Return, from the data that follows, each line that holds the word "Daniël".

● **EXTRACTED MATERIAL**:

((

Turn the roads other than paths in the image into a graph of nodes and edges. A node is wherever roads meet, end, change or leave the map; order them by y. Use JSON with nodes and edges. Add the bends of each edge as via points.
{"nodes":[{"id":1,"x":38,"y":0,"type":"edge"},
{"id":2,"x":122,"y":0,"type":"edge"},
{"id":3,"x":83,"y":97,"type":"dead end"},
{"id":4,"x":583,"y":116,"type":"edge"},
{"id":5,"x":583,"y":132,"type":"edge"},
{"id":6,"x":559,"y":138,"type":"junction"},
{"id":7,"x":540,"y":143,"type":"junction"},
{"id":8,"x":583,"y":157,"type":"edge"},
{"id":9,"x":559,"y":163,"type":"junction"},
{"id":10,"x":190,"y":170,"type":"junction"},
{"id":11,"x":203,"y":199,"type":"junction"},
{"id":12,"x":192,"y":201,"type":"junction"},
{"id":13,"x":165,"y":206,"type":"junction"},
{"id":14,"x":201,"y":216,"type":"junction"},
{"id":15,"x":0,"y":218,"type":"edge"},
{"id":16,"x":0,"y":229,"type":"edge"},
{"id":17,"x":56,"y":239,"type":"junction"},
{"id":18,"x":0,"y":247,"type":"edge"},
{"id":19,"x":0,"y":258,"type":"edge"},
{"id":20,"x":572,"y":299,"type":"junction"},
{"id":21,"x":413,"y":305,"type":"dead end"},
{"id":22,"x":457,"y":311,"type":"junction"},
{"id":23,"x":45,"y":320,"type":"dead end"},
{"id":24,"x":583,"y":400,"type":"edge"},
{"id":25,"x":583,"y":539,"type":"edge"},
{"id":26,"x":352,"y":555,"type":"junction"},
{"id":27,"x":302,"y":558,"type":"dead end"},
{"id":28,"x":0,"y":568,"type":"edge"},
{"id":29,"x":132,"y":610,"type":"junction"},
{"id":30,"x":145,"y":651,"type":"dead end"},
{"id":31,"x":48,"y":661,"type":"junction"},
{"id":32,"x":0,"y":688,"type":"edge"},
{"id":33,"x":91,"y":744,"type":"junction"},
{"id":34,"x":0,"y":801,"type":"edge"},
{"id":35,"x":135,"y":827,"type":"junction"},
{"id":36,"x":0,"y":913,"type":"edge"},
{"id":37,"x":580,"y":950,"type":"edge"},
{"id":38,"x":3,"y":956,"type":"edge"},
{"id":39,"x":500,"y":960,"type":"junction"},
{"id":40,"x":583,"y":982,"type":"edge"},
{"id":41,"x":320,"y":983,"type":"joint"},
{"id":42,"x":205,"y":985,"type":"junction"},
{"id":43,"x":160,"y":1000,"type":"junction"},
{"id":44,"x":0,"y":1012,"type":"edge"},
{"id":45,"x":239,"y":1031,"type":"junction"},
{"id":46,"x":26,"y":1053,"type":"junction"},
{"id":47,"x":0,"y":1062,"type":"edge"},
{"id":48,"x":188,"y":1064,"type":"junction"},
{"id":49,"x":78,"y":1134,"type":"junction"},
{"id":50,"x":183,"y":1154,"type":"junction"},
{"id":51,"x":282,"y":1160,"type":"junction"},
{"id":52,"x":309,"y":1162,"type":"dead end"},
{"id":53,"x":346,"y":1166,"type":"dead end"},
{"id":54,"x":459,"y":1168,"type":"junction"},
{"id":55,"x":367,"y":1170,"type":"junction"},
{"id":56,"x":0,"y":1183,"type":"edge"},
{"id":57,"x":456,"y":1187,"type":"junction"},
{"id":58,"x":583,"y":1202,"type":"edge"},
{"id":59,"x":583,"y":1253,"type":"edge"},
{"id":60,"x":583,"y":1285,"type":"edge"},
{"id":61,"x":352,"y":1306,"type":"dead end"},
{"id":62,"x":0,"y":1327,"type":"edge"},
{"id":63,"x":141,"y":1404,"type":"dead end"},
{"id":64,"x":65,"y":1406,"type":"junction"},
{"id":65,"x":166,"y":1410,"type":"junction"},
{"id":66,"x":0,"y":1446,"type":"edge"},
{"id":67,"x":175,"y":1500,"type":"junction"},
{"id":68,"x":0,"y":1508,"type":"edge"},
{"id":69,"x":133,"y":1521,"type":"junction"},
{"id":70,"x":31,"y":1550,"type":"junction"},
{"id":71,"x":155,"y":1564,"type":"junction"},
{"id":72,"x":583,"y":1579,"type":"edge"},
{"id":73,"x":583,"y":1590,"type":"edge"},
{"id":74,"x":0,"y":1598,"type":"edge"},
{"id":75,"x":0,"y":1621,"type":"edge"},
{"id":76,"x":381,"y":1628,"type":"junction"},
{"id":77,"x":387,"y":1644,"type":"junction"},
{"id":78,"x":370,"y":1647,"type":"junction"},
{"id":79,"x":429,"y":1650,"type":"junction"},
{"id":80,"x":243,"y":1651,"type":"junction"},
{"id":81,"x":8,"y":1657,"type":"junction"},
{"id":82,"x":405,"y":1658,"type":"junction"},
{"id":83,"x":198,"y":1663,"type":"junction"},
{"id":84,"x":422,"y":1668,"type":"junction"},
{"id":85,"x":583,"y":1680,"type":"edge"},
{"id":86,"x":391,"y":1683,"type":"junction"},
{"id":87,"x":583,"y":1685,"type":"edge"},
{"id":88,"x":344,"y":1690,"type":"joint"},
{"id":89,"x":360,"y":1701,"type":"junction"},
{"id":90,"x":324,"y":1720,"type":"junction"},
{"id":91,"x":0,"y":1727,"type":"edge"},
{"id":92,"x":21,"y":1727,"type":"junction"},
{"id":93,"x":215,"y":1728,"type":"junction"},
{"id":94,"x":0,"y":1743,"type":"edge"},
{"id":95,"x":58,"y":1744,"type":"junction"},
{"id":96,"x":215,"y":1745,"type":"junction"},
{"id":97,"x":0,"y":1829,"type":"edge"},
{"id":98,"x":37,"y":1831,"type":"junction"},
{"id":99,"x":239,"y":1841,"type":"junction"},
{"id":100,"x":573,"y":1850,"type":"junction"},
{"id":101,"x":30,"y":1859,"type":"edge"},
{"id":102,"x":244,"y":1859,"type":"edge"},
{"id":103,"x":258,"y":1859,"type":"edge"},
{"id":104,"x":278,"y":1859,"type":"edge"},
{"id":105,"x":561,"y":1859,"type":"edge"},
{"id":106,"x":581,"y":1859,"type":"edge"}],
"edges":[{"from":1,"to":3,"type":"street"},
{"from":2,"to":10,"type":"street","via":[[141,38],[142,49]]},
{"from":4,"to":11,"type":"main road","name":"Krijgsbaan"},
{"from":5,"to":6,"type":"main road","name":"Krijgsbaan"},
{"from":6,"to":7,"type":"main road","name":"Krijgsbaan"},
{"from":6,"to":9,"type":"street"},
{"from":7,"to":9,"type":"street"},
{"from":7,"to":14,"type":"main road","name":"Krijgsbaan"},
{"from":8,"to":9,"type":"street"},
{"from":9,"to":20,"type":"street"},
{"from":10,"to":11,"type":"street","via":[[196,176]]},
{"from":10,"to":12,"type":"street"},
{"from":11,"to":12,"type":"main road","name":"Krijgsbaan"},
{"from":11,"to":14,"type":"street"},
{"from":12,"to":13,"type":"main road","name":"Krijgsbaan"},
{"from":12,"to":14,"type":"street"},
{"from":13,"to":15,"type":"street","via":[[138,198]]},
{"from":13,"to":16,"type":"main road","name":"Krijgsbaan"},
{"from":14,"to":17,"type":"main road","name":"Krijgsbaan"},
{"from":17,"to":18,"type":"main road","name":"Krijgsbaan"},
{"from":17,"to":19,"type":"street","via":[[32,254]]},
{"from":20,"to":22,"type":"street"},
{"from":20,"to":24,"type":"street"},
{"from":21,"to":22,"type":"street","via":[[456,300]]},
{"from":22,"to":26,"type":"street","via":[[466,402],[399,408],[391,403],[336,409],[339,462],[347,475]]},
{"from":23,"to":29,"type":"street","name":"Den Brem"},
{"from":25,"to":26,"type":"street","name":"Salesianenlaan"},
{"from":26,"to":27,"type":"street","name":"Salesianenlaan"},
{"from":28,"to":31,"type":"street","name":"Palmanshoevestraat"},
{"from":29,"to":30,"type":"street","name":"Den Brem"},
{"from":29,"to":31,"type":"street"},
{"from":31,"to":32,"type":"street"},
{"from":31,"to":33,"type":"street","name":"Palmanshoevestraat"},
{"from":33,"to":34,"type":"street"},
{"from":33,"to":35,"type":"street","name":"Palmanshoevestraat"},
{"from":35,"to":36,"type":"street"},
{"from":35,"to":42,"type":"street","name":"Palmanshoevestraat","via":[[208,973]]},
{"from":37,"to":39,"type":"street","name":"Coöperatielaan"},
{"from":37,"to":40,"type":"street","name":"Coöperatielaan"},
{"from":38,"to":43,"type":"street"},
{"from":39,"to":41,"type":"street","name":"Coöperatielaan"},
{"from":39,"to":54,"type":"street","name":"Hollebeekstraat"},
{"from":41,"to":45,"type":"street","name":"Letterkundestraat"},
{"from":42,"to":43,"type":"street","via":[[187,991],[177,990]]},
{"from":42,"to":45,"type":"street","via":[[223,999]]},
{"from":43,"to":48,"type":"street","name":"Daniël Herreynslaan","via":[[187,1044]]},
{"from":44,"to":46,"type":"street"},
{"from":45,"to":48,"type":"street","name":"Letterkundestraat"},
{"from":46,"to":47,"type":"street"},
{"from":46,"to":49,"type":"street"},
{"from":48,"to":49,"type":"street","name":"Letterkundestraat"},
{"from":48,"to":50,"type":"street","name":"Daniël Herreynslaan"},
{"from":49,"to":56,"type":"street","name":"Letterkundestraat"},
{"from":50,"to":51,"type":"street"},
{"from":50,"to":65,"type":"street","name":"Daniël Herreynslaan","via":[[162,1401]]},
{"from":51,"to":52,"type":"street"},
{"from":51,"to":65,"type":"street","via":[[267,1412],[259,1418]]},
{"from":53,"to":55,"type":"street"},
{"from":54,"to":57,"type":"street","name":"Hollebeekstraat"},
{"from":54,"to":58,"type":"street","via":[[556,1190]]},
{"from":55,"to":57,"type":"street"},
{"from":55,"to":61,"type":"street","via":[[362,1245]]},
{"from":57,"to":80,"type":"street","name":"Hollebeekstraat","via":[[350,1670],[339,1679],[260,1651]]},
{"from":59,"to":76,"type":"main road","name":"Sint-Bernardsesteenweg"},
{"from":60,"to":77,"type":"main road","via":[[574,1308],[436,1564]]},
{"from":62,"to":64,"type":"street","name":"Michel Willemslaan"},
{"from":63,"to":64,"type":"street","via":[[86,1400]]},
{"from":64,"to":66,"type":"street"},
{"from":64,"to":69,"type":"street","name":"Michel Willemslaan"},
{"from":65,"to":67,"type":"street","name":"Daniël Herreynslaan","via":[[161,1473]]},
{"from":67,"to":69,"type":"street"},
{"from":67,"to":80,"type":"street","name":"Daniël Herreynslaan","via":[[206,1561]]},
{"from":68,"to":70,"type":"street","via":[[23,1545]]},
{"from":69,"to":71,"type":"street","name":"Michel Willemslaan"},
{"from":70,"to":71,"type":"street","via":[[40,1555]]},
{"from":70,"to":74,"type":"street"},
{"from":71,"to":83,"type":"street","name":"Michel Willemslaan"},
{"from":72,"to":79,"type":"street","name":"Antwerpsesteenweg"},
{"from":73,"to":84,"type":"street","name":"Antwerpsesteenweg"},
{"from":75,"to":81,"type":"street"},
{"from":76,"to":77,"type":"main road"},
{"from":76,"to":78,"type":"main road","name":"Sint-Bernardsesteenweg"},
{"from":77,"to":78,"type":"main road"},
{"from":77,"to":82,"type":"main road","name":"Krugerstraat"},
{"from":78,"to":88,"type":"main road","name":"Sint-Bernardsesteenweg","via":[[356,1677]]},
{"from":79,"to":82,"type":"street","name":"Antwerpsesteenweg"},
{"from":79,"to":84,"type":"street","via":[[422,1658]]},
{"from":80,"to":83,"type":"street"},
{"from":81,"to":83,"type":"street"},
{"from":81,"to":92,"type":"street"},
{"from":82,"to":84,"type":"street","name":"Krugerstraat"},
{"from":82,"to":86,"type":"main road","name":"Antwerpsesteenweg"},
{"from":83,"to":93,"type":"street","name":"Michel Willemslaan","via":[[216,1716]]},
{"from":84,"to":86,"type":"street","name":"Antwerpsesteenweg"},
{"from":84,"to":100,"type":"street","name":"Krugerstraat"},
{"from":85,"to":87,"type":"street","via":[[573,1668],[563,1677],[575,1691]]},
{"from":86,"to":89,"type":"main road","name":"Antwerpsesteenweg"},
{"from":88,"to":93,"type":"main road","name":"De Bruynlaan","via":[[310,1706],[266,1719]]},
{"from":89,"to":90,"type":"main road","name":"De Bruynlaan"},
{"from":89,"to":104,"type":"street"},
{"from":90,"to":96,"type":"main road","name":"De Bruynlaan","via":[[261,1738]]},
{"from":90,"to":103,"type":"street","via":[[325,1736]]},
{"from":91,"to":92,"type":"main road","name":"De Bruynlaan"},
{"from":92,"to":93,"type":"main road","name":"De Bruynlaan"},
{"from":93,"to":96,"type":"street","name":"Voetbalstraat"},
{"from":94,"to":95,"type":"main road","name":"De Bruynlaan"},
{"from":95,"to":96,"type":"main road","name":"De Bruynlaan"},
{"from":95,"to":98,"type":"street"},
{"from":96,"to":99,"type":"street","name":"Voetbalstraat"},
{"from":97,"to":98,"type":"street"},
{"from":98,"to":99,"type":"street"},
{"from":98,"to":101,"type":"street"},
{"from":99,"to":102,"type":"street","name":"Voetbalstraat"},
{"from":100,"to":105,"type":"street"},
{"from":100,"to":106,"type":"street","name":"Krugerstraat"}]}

))

● **SOLUTION TO THE PROBLEM**:
{"from":43,"to":48,"type":"street","name":"Daniël Herreynslaan","via":[[187,1044]]},
{"from":48,"to":50,"type":"street","name":"Daniël Herreynslaan"},
{"from":50,"to":65,"type":"street","name":"Daniël Herreynslaan","via":[[162,1401]]},
{"from":65,"to":67,"type":"street","name":"Daniël Herreynslaan","via":[[161,1473]]},
{"from":67,"to":80,"type":"street","name":"Daniël Herreynslaan","via":[[206,1561]]},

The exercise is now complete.